AH: We’ll keep a look out for that. So finally, can you give us three practical pieces of advice for people wanting to learn more from music therapy and form closer advocacy links with the sector? How do we basically avoid working in silos? We’ve covered a lot of this already to be honest, but how do you work on the power of collective advocacy and learning?
SP: OK, again I’m going to sound really old-fashioned. I think there’s value in reading stuff. There’s a great website called ‘Voices’ [www.voices.no] from Norway, and it’s a geniunely international journal around music therapy but it prioritises issues around social justice and in my experience it’s the most geniunely open in its view about what music therapy is of any journal. And it’s totally free to access and they welcome contributions from people in all sorts of situations doing all sorts of musical work with people and I think it’s a real beacon. So I find it very exciting reading that, and it opens my eyes to some of the cross-fertilisation that’s already going on in different parts of the world. So I’d really recommend Voices.
In terms of books, I’d recommend ‘Music for Life’ by Gary Ansdell, it’s about 20 years old now but it’s lovely stories of various people’s work with audio recordings which you can download from the internet to go with it as well. And then that book ‘Community Music Therapy’, which we mentioned the idea of community music therapy was kind of distilled into a book of chapters by various people and edited by Gary Ansdell and Mercedes Pavlicevic. So reading is one.
I’d encourage any musician working with people, whether they call it community music or music and health work or whatever, I’d really encourage them to go and talk to music therapists, meet music therapist, get in touch with the local BAMT association. Most music therapists record their work and if they have the relevant consent from the people they work with then they can usually share some of those recordings and really explain the work they’re doing. I think you get much more out of seeing work, hearing about it, than just from hearing someone talking about it. And I think, from my experience, as I said at the beginning, about all these rock stars who get involved with Nordoff Robbins, the reason they get involved is because when they see the work happening in front of them they get it, because it’s musicianly work. And sometimes all the dressing up of things in complicated jargon and theory from other disciplines gets in the way. And I would recommend any musician to go and see music therapy if they can, or talk to music therapists at least.
I suppose the third thing would be, there are lots of opportunities. Nordoff Robbins runs some and other organisations to, to go on a little introductory course about music therapy. We certainly run them in London and in Wales and in Manchester and in Newcastle, and in Scotland as well. They’re six week courses where it’s just one evening a week where people will do some improvising and they’ll get to see music therapists present recordings of their work, and talk them through it, and think about how music therapists are relevant to different client groups. Some people do those as a kind of way of deciding whether they want to train as a music therapist, but they’re really there for anyone who wants to get some kind of understanding of music therapy which goes beyond what you could read in a book. So you can find out details of those on the Nordoff Robbins website. Most of the other trainings in the UK also offer some kind of short courses like that.

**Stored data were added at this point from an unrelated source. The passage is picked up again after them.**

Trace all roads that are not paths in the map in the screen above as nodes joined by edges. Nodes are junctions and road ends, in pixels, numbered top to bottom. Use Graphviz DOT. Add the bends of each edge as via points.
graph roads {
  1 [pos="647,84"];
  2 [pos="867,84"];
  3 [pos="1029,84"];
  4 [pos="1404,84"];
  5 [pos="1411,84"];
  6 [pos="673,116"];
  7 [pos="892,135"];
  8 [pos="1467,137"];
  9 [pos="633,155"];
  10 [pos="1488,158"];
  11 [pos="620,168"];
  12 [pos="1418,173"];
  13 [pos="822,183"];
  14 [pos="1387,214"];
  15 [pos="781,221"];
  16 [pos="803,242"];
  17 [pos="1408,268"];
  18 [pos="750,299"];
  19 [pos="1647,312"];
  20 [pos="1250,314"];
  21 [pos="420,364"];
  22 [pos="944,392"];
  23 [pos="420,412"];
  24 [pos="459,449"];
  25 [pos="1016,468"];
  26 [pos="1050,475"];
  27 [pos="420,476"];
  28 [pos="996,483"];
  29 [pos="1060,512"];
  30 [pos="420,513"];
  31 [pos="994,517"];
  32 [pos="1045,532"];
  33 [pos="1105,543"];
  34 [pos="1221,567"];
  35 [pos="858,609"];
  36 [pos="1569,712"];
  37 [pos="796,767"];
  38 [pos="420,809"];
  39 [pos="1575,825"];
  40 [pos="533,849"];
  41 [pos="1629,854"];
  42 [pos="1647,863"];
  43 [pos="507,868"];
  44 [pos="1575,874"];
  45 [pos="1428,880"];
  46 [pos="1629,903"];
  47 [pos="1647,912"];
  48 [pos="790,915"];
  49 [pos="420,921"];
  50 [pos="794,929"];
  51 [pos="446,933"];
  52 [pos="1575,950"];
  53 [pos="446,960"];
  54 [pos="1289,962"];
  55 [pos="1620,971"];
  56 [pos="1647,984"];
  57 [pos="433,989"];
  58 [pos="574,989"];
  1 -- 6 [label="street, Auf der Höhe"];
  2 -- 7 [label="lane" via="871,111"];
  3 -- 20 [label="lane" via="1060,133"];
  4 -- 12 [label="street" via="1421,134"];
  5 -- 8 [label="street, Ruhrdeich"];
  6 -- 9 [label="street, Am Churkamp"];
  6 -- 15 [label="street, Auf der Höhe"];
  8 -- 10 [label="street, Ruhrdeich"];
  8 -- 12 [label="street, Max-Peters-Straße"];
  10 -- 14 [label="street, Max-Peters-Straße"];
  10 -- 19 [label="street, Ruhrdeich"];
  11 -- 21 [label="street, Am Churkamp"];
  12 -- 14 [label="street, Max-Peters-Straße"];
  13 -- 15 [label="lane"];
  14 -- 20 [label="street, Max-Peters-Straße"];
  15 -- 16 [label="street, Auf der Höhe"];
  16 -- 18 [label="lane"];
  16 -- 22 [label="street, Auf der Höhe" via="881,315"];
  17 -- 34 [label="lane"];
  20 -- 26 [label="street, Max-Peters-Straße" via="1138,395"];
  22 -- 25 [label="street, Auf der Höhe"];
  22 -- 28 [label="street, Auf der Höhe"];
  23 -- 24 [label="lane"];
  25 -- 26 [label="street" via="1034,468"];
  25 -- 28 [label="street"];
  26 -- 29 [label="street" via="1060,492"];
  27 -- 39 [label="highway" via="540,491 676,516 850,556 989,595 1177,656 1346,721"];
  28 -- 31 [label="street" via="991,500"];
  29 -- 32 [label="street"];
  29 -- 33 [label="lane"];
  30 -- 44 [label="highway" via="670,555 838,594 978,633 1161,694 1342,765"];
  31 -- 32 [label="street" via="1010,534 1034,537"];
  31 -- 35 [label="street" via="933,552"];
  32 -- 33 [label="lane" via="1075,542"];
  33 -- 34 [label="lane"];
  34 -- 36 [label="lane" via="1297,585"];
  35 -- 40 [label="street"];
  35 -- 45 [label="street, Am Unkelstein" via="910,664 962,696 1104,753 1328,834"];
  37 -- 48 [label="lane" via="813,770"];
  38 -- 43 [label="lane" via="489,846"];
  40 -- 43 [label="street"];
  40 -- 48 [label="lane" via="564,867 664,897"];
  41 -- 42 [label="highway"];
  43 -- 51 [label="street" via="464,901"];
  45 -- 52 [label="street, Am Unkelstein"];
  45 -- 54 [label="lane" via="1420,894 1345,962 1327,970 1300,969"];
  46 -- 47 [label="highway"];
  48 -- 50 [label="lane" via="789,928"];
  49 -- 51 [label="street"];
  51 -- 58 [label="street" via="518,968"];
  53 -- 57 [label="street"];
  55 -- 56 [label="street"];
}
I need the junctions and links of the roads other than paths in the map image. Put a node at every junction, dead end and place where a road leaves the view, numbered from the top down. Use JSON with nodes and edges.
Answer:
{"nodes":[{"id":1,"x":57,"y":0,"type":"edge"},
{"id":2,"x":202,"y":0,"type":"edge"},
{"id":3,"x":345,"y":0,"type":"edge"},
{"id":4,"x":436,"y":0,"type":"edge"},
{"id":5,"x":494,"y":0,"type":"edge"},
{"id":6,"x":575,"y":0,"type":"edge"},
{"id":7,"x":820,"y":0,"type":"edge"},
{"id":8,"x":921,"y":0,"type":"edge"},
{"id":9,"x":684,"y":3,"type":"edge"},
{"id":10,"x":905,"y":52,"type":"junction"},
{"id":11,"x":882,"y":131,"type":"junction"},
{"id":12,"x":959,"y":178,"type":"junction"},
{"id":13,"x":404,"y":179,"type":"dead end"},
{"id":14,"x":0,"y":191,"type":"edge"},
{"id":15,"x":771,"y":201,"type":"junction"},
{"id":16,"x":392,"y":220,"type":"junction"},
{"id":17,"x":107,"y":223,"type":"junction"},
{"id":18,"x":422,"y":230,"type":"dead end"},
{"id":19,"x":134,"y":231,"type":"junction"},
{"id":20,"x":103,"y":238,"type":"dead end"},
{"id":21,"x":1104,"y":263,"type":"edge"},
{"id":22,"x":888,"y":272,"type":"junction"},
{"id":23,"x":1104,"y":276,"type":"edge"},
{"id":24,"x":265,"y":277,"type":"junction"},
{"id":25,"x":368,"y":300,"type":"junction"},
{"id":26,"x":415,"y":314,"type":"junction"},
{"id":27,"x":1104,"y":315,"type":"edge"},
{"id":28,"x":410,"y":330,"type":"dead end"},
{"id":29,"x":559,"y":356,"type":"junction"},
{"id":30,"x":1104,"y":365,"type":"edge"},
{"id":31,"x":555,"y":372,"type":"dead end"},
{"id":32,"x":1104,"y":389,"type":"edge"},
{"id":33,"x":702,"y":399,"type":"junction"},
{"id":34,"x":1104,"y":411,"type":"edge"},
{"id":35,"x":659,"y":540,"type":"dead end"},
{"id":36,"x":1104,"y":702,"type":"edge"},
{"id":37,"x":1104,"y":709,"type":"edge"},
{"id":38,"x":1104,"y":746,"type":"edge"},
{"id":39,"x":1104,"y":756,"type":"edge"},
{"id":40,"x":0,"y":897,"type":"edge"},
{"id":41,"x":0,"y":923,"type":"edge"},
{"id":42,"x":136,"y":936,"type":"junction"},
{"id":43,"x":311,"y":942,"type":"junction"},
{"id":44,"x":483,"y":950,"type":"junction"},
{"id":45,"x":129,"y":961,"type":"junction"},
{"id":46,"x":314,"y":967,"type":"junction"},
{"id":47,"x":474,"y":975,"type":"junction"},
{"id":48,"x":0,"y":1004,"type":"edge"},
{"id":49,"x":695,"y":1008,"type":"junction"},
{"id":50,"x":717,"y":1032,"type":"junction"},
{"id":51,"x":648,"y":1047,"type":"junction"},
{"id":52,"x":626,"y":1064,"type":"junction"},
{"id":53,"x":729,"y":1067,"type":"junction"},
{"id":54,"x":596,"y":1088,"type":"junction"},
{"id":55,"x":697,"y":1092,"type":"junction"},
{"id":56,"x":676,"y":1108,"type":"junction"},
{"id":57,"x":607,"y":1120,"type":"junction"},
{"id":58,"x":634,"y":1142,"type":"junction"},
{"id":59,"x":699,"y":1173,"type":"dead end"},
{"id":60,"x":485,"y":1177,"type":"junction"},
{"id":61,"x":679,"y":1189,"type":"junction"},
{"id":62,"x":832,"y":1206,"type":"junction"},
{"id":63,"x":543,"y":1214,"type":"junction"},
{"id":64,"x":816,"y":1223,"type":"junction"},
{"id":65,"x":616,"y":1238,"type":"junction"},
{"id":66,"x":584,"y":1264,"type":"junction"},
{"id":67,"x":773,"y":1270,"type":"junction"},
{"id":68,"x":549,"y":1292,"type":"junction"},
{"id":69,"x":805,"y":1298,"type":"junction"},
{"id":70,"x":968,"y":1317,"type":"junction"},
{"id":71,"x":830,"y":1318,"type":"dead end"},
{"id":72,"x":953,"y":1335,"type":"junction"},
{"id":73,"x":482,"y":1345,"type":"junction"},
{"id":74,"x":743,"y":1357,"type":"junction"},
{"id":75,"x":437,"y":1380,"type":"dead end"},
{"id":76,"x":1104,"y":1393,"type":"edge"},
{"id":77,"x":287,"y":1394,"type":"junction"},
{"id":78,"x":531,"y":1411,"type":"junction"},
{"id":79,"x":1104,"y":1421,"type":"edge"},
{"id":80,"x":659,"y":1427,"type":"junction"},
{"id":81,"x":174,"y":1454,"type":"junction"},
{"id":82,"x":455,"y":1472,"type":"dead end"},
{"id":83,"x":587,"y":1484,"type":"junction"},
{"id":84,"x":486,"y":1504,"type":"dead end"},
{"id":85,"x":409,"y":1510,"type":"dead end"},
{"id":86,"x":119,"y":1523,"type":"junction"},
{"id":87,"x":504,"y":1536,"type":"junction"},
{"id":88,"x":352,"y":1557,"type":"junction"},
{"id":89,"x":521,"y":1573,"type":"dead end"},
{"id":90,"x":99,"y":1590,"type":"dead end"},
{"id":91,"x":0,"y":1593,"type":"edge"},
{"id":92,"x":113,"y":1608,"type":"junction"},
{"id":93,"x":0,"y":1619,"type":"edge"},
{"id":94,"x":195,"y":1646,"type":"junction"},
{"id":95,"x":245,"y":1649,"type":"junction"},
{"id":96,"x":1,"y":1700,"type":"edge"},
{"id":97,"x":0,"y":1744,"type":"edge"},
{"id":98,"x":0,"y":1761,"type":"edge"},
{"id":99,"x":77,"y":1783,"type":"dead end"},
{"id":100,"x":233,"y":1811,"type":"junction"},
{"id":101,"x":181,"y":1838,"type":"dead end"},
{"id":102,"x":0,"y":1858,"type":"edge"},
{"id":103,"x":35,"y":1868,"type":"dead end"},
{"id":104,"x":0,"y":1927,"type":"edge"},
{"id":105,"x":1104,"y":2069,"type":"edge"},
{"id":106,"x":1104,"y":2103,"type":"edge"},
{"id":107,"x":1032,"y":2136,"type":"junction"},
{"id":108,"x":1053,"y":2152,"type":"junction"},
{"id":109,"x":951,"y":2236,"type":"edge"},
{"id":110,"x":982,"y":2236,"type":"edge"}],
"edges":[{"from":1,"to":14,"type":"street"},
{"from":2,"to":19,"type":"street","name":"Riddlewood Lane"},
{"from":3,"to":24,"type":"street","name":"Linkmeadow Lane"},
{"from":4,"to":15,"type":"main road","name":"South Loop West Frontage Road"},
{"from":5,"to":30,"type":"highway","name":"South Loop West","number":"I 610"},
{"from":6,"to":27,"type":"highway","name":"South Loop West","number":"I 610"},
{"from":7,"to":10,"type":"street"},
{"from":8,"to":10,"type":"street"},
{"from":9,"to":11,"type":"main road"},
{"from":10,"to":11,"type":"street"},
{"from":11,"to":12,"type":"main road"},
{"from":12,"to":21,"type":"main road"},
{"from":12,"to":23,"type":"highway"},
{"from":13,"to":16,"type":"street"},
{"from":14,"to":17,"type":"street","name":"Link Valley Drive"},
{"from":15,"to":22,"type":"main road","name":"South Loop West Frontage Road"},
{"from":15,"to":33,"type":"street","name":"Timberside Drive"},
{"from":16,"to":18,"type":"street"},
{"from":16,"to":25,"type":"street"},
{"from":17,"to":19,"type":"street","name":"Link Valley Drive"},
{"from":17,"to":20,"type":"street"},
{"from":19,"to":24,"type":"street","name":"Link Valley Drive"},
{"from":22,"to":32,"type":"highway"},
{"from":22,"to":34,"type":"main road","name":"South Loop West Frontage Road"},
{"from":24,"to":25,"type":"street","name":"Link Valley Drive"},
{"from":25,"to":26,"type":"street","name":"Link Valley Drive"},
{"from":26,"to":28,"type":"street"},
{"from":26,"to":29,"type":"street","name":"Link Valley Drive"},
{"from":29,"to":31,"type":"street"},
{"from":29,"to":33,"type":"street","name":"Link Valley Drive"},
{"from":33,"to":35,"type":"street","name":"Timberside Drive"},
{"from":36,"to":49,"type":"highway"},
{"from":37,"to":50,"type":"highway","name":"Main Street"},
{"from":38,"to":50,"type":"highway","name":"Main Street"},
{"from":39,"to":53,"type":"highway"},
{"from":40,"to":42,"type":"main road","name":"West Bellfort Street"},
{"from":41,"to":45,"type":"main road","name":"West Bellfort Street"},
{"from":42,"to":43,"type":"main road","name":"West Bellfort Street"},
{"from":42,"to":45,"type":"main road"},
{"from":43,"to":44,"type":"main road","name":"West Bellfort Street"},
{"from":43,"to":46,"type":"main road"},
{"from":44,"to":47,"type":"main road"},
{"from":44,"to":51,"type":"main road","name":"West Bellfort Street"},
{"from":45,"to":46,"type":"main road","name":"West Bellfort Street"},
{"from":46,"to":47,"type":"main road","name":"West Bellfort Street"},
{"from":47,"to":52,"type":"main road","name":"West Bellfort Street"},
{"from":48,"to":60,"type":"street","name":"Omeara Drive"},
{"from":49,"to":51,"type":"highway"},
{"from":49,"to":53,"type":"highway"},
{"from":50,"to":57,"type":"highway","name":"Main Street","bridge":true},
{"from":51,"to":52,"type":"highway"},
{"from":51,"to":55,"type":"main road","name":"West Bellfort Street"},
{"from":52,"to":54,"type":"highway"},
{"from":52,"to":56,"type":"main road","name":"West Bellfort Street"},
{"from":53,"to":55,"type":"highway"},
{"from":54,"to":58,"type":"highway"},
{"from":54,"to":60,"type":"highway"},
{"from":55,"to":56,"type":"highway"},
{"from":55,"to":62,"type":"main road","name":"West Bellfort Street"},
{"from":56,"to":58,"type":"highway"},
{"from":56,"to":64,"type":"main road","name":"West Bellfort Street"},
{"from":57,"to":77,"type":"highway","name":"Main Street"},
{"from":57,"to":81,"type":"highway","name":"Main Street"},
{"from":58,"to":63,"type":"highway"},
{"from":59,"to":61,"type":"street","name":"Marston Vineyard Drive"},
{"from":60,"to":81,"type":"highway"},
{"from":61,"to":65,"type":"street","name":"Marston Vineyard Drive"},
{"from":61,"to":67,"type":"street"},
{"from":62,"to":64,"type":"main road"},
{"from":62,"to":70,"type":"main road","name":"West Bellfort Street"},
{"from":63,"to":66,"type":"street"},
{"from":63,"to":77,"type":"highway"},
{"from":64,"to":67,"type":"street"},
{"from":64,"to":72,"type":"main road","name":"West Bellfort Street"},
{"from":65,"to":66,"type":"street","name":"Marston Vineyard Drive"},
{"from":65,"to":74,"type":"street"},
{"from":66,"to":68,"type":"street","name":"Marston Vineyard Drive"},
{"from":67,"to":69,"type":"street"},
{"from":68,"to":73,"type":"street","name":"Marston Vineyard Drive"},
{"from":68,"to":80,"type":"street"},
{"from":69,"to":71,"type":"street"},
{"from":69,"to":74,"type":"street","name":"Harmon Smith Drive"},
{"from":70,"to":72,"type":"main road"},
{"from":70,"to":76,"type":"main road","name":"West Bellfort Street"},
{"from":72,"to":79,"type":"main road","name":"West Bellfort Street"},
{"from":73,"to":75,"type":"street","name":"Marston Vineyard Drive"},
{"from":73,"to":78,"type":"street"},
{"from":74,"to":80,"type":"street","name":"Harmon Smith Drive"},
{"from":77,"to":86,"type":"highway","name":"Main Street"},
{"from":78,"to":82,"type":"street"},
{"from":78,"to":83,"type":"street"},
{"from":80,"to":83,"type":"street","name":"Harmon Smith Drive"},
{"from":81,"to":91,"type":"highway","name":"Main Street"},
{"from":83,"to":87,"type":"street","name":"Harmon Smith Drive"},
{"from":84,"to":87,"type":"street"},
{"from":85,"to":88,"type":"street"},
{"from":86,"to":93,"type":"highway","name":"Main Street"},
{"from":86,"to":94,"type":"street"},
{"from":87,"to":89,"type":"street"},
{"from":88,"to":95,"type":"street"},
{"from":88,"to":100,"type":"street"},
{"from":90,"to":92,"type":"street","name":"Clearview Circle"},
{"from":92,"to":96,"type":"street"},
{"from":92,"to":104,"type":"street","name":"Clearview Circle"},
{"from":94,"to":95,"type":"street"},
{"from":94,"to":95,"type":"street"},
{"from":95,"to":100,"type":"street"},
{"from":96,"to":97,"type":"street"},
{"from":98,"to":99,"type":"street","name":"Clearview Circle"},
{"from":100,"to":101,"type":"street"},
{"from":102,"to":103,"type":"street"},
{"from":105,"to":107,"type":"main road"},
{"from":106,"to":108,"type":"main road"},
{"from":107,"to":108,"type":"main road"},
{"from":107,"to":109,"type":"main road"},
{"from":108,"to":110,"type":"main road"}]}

AH: I didn’t realise that, that’s absolutely brilliant. That’s really, really helpful advice. We have to finish here unfortunately. I could talk to you all day, it’s been absolutely fascinating, a real, real pleasure to talk to you Simon, so thank you so much for coming on the show.
SP: Thank you very much.
AH: If you as a listener want to read more about Nordoff Robbins and Simon’s blogs about music therapy I’ll share the link to those in the show notes and also all the various tips and links that Simon’s mentioned through the show, they’ll be in the show notes. Thank you ever so much for listening and have a really great week.